What to produce ▸ If you see a picture in the data below, omit it and copy the rest exactly.

===

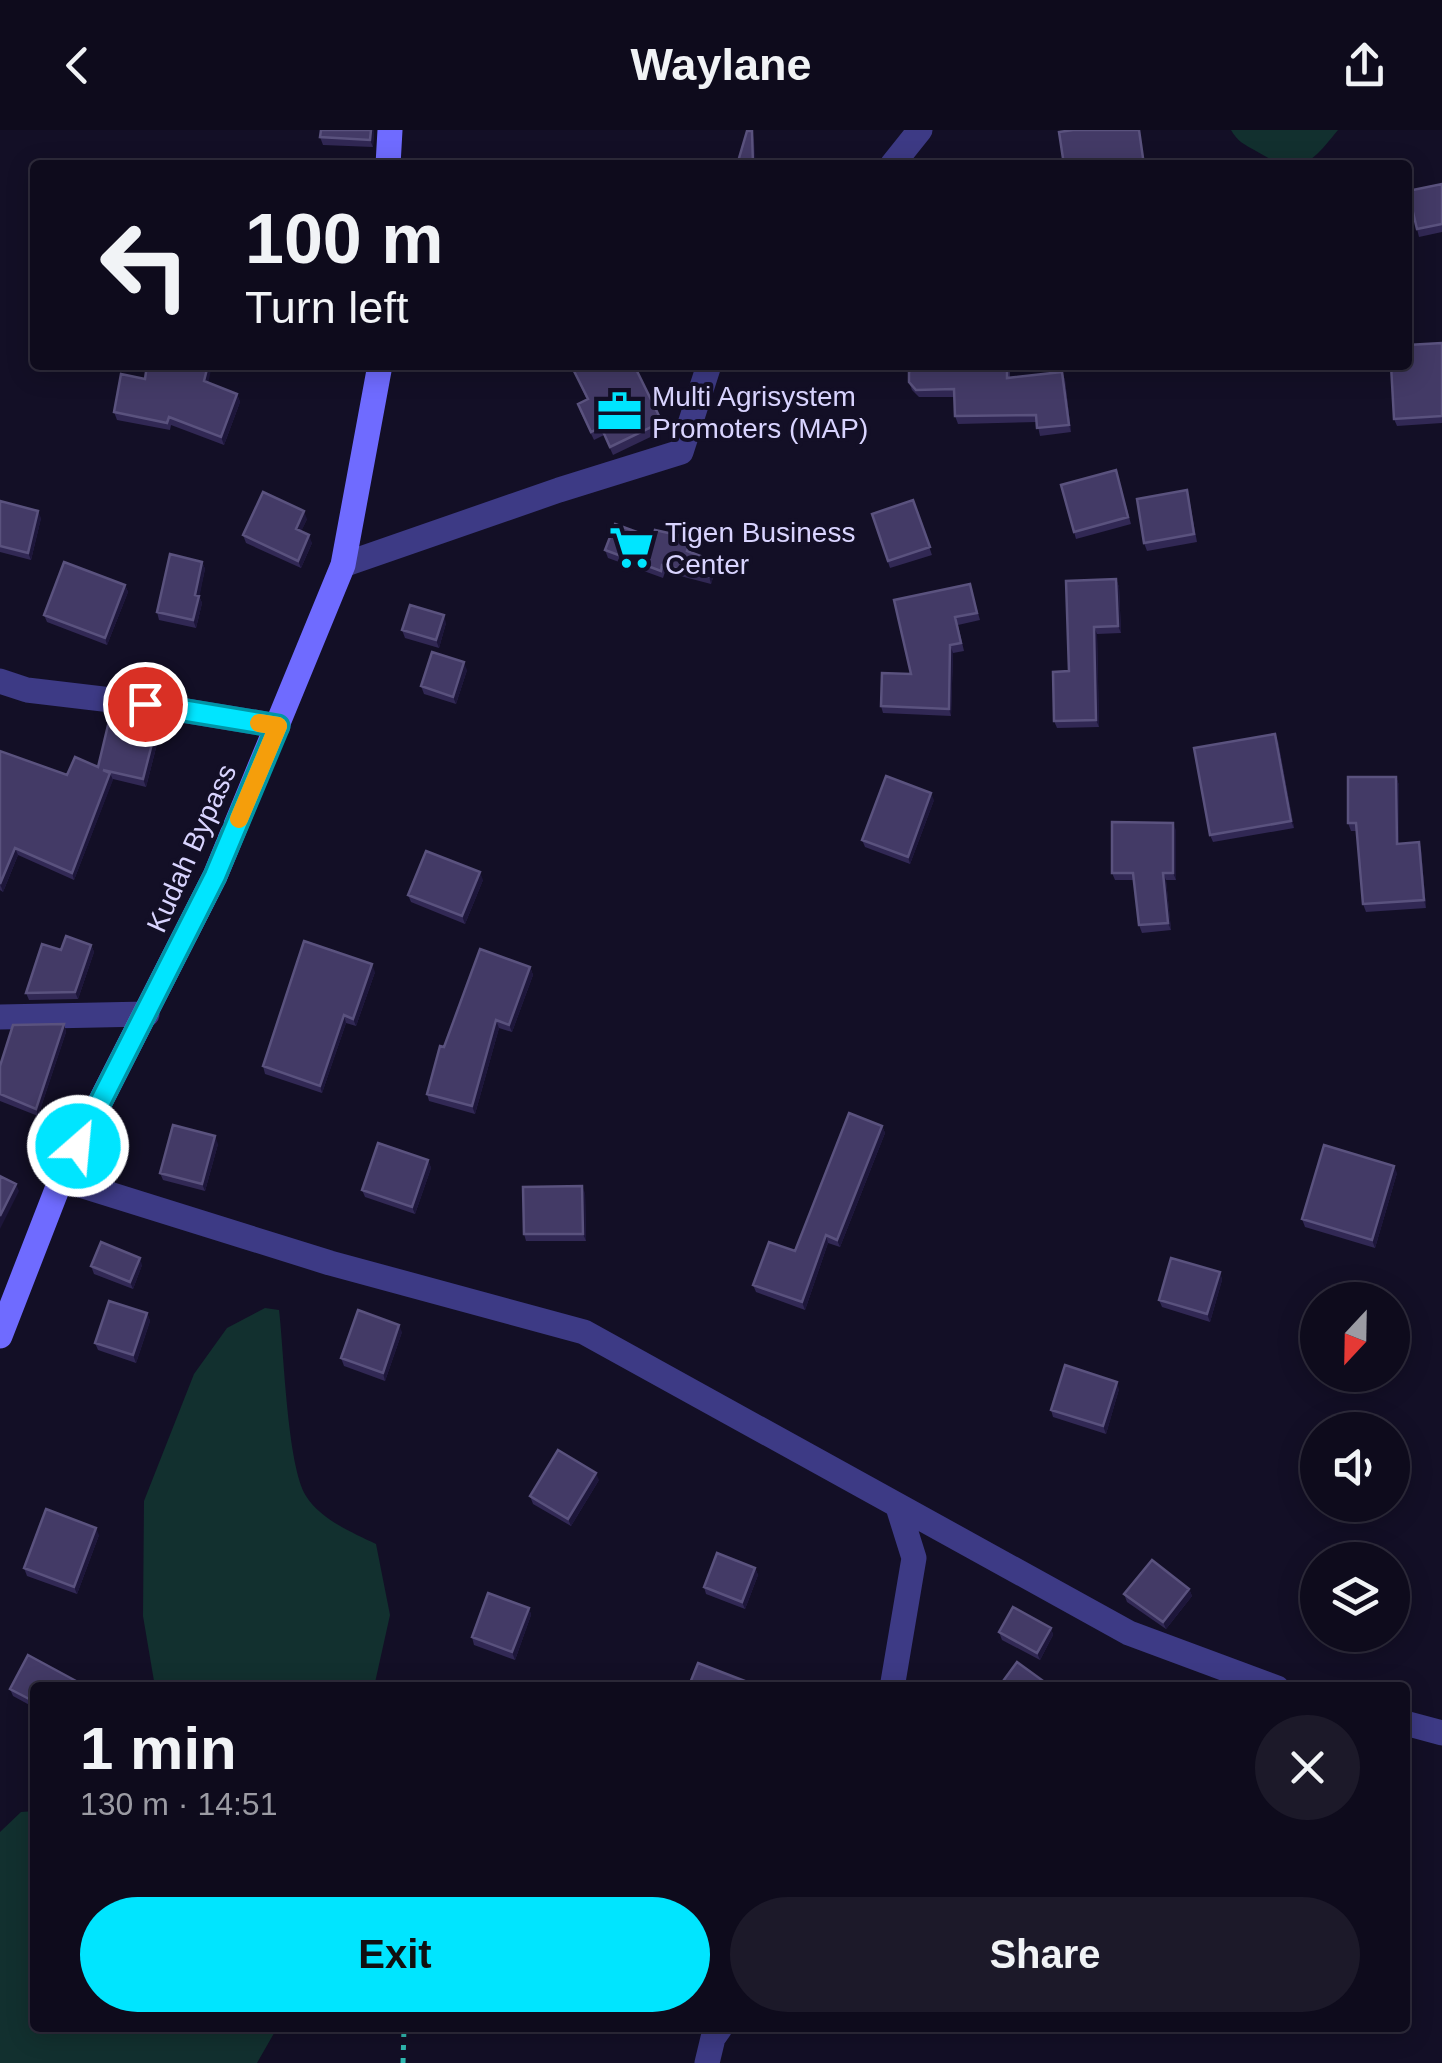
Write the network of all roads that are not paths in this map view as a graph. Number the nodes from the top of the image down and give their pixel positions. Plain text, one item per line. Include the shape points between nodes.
1 (390, 130) edge
2 (920, 130) edge
3 (388, 160) edge
4 (896, 160) edge
5 (379, 370) edge
6 (708, 370) edge
7 (343, 564) junction
8 (0, 681) edge
9 (278, 726) junction
10 (146, 1014) junction
11 (0, 1017) edge
12 (61, 1180) junction
13 (0, 1336) edge
14 (898, 1508) junction
15 (893, 1682) edge
16 (1254, 1682) edge
17 (1410, 1723) edge
18 (1442, 1733) edge

1 - 3 street
2 - 4 street
5 - 7 street, Kudah Bypass
6 - 7 street via 681,452
7 - 9 street, Kudah Bypass
8 - 9 street
9 - 10 street, Kudah Bypass via 215,876
10 - 11 street
10 - 12 street, Kudah Bypass
12 - 13 street, Kudah Bypass
12 - 14 street via 584,1332
14 - 15 street via 914,1558
14 - 16 street via 1128,1633
17 - 18 street

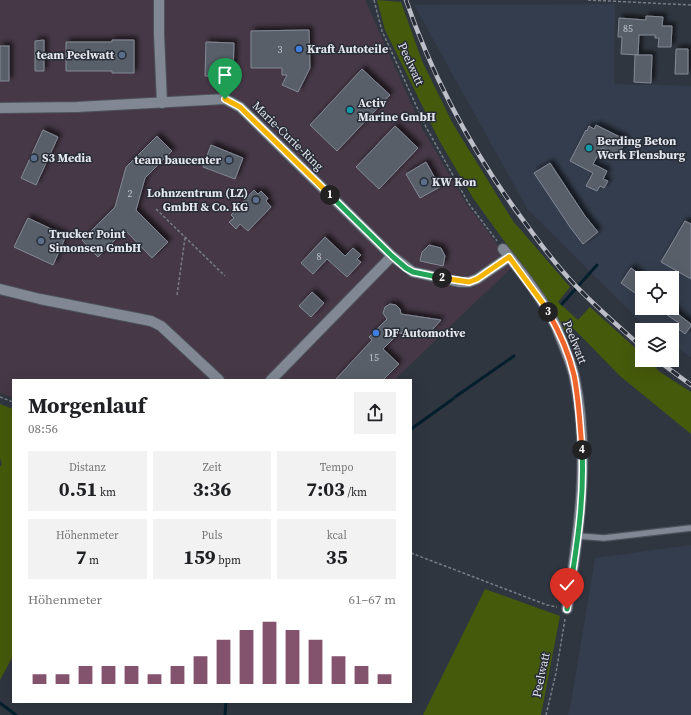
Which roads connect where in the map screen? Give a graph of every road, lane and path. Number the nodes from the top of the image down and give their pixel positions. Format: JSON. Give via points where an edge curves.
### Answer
{"nodes":[{"id":1,"x":159,"y":0,"type":"edge"},
{"id":2,"x":374,"y":0,"type":"edge"},
{"id":3,"x":588,"y":0,"type":"edge"},
{"id":4,"x":691,"y":5,"type":"edge"},
{"id":5,"x":162,"y":103,"type":"junction"},
{"id":6,"x":0,"y":108,"type":"edge"},
{"id":7,"x":156,"y":209,"type":"dead end"},
{"id":8,"x":185,"y":238,"type":"junction"},
{"id":9,"x":506,"y":253,"type":"junction"},
{"id":10,"x":392,"y":256,"type":"junction"},
{"id":11,"x":225,"y":276,"type":"dead end"},
{"id":12,"x":0,"y":290,"type":"edge"},
{"id":13,"x":177,"y":295,"type":"dead end"},
{"id":14,"x":218,"y":379,"type":"edge"},
{"id":15,"x":272,"y":379,"type":"edge"},
{"id":16,"x":0,"y":397,"type":"edge"},
{"id":17,"x":12,"y":402,"type":"edge"},
{"id":18,"x":691,"y":528,"type":"edge"},
{"id":19,"x":578,"y":536,"type":"junction"},
{"id":20,"x":412,"y":553,"type":"edge"},
{"id":21,"x":564,"y":609,"type":"junction"},
{"id":22,"x":546,"y":715,"type":"edge"}],
"edges":[{"from":1,"to":5,"type":"street"},
{"from":2,"to":9,"type":"path","name":"Peelwatt","via":[[382,31],[426,127],[470,204]]},
{"from":3,"to":4,"type":"path"},
{"from":5,"to":6,"type":"street","name":"Marie-Curie-Ring"},
{"from":5,"to":10,"type":"street","name":"Marie-Curie-Ring","via":[[225,99],[240,107]]},
{"from":7,"to":8,"type":"path"},
{"from":8,"to":11,"type":"path"},
{"from":8,"to":13,"type":"path"},
{"from":9,"to":10,"type":"street","name":"Marie-Curie-Ring","via":[[477,279],[469,282],[413,272]]},
{"from":9,"to":19,"type":"street","name":"Peelwatt","via":[[542,302],[555,325],[574,374],[582,453]]},
{"from":10,"to":15,"type":"street"},
{"from":12,"to":14,"type":"street","via":[[151,321],[161,326]]},
{"from":16,"to":17,"type":"path"},
{"from":18,"to":19,"type":"lane","via":[[604,538]]},
{"from":19,"to":21,"type":"street","name":"Peelwatt"},
{"from":20,"to":21,"type":"path","via":[[546,606]]},
{"from":21,"to":22,"type":"path","name":"Peelwatt","via":[[556,673]]}]}
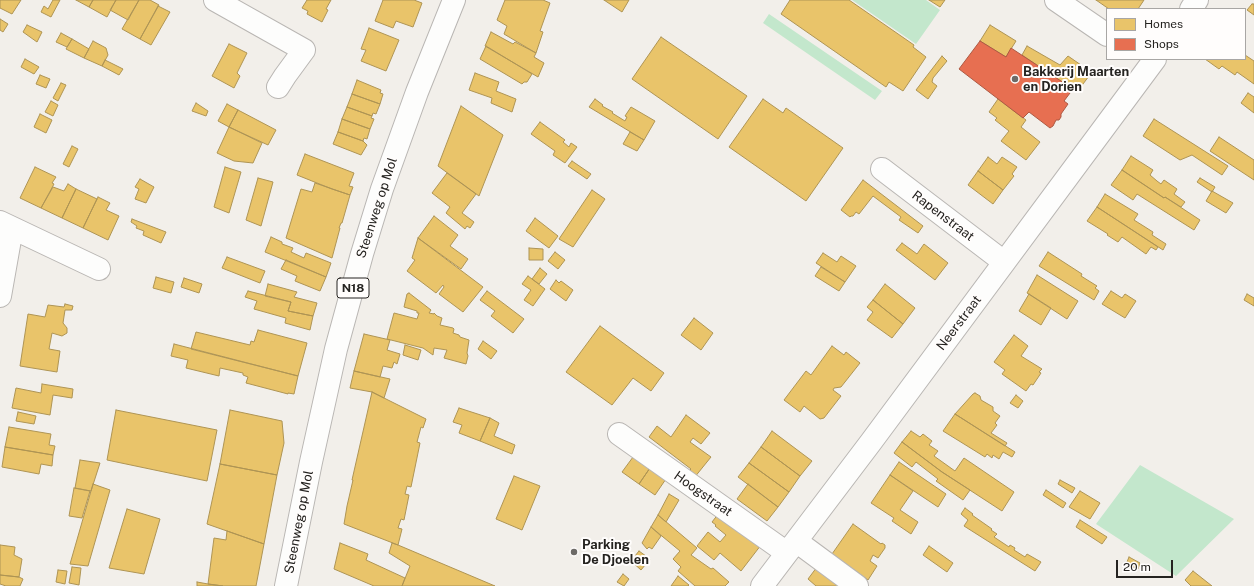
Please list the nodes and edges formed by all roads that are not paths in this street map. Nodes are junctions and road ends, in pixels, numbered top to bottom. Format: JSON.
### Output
{"nodes":[{"id":1,"x":215,"y":0,"type":"edge"},
{"id":2,"x":454,"y":0,"type":"edge"},
{"id":3,"x":1056,"y":0,"type":"edge"},
{"id":4,"x":1106,"y":34,"type":"edge"},
{"id":5,"x":1150,"y":61,"type":"edge"},
{"id":6,"x":278,"y":87,"type":"dead end"},
{"id":7,"x":882,"y":169,"type":"dead end"},
{"id":8,"x":6,"y":225,"type":"edge"},
{"id":9,"x":1004,"y":262,"type":"junction"},
{"id":10,"x":99,"y":269,"type":"dead end"},
{"id":11,"x":0,"y":296,"type":"edge"},
{"id":12,"x":619,"y":434,"type":"dead end"},
{"id":13,"x":791,"y":547,"type":"junction"},
{"id":14,"x":286,"y":586,"type":"edge"},
{"id":15,"x":762,"y":586,"type":"edge"},
{"id":16,"x":857,"y":586,"type":"edge"}],
"edges":[{"from":1,"to":6,"type":"street"},
{"from":2,"to":14,"type":"street","name":"Steenweg op Mol","number":"N18"},
{"from":3,"to":4,"type":"street"},
{"from":5,"to":9,"type":"street","name":"Neerstraat"},
{"from":7,"to":9,"type":"street","name":"Rapenstraat"},
{"from":8,"to":10,"type":"street"},
{"from":8,"to":11,"type":"street"},
{"from":9,"to":13,"type":"street","name":"Neerstraat"},
{"from":12,"to":13,"type":"street","name":"Hoogstraat"},
{"from":13,"to":15,"type":"street","name":"Neerstraat"},
{"from":13,"to":16,"type":"street","name":"Hoogstraat"}]}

===

Task solution ▸
Write the network of all roads that are not paths in this map view as a graph. Number the nodes from the top of the image down and give their pixel positions. Plain text, one item per line. Include the shape points between nodes.
1 (390, 130) edge
2 (920, 130) edge
3 (388, 160) edge
4 (896, 160) edge
5 (379, 370) edge
6 (708, 370) edge
7 (343, 564) junction
8 (0, 681) edge
9 (278, 726) junction
10 (146, 1014) junction
11 (0, 1017) edge
12 (61, 1180) junction
13 (0, 1336) edge
14 (898, 1508) junction
15 (893, 1682) edge
16 (1254, 1682) edge
17 (1410, 1723) edge
18 (1442, 1733) edge

1 - 3 street
2 - 4 street
5 - 7 street, Kudah Bypass
6 - 7 street via 681,452
7 - 9 street, Kudah Bypass
8 - 9 street
9 - 10 street, Kudah Bypass via 215,876
10 - 11 street
10 - 12 street, Kudah Bypass
12 - 13 street, Kudah Bypass
12 - 14 street via 584,1332
14 - 15 street via 914,1558
14 - 16 street via 1128,1633
17 - 18 street

Which roads connect where in the map screen? Give a graph of every road, lane and path. Number the nodes from the top of the image down and give their pixel positions. Format: JSON. Give via points where an edge curves.
### Answer
{"nodes":[{"id":1,"x":159,"y":0,"type":"edge"},
{"id":2,"x":374,"y":0,"type":"edge"},
{"id":3,"x":588,"y":0,"type":"edge"},
{"id":4,"x":691,"y":5,"type":"edge"},
{"id":5,"x":162,"y":103,"type":"junction"},
{"id":6,"x":0,"y":108,"type":"edge"},
{"id":7,"x":156,"y":209,"type":"dead end"},
{"id":8,"x":185,"y":238,"type":"junction"},
{"id":9,"x":506,"y":253,"type":"junction"},
{"id":10,"x":392,"y":256,"type":"junction"},
{"id":11,"x":225,"y":276,"type":"dead end"},
{"id":12,"x":0,"y":290,"type":"edge"},
{"id":13,"x":177,"y":295,"type":"dead end"},
{"id":14,"x":218,"y":379,"type":"edge"},
{"id":15,"x":272,"y":379,"type":"edge"},
{"id":16,"x":0,"y":397,"type":"edge"},
{"id":17,"x":12,"y":402,"type":"edge"},
{"id":18,"x":691,"y":528,"type":"edge"},
{"id":19,"x":578,"y":536,"type":"junction"},
{"id":20,"x":412,"y":553,"type":"edge"},
{"id":21,"x":564,"y":609,"type":"junction"},
{"id":22,"x":546,"y":715,"type":"edge"}],
"edges":[{"from":1,"to":5,"type":"street"},
{"from":2,"to":9,"type":"path","name":"Peelwatt","via":[[382,31],[426,127],[470,204]]},
{"from":3,"to":4,"type":"path"},
{"from":5,"to":6,"type":"street","name":"Marie-Curie-Ring"},
{"from":5,"to":10,"type":"street","name":"Marie-Curie-Ring","via":[[225,99],[240,107]]},
{"from":7,"to":8,"type":"path"},
{"from":8,"to":11,"type":"path"},
{"from":8,"to":13,"type":"path"},
{"from":9,"to":10,"type":"street","name":"Marie-Curie-Ring","via":[[477,279],[469,282],[413,272]]},
{"from":9,"to":19,"type":"street","name":"Peelwatt","via":[[542,302],[555,325],[574,374],[582,453]]},
{"from":10,"to":15,"type":"street"},
{"from":12,"to":14,"type":"street","via":[[151,321],[161,326]]},
{"from":16,"to":17,"type":"path"},
{"from":18,"to":19,"type":"lane","via":[[604,538]]},
{"from":19,"to":21,"type":"street","name":"Peelwatt"},
{"from":20,"to":21,"type":"path","via":[[546,606]]},
{"from":21,"to":22,"type":"path","name":"Peelwatt","via":[[556,673]]}]}
Please list the nodes and edges formed by all roads that are not paths in this street map. Nodes are junctions and road ends, in pixels, numbered top to bottom. Format: JSON.
### Output
{"nodes":[{"id":1,"x":215,"y":0,"type":"edge"},
{"id":2,"x":454,"y":0,"type":"edge"},
{"id":3,"x":1056,"y":0,"type":"edge"},
{"id":4,"x":1106,"y":34,"type":"edge"},
{"id":5,"x":1150,"y":61,"type":"edge"},
{"id":6,"x":278,"y":87,"type":"dead end"},
{"id":7,"x":882,"y":169,"type":"dead end"},
{"id":8,"x":6,"y":225,"type":"edge"},
{"id":9,"x":1004,"y":262,"type":"junction"},
{"id":10,"x":99,"y":269,"type":"dead end"},
{"id":11,"x":0,"y":296,"type":"edge"},
{"id":12,"x":619,"y":434,"type":"dead end"},
{"id":13,"x":791,"y":547,"type":"junction"},
{"id":14,"x":286,"y":586,"type":"edge"},
{"id":15,"x":762,"y":586,"type":"edge"},
{"id":16,"x":857,"y":586,"type":"edge"}],
"edges":[{"from":1,"to":6,"type":"street"},
{"from":2,"to":14,"type":"street","name":"Steenweg op Mol","number":"N18"},
{"from":3,"to":4,"type":"street"},
{"from":5,"to":9,"type":"street","name":"Neerstraat"},
{"from":7,"to":9,"type":"street","name":"Rapenstraat"},
{"from":8,"to":10,"type":"street"},
{"from":8,"to":11,"type":"street"},
{"from":9,"to":13,"type":"street","name":"Neerstraat"},
{"from":12,"to":13,"type":"street","name":"Hoogstraat"},
{"from":13,"to":15,"type":"street","name":"Neerstraat"},
{"from":13,"to":16,"type":"street","name":"Hoogstraat"}]}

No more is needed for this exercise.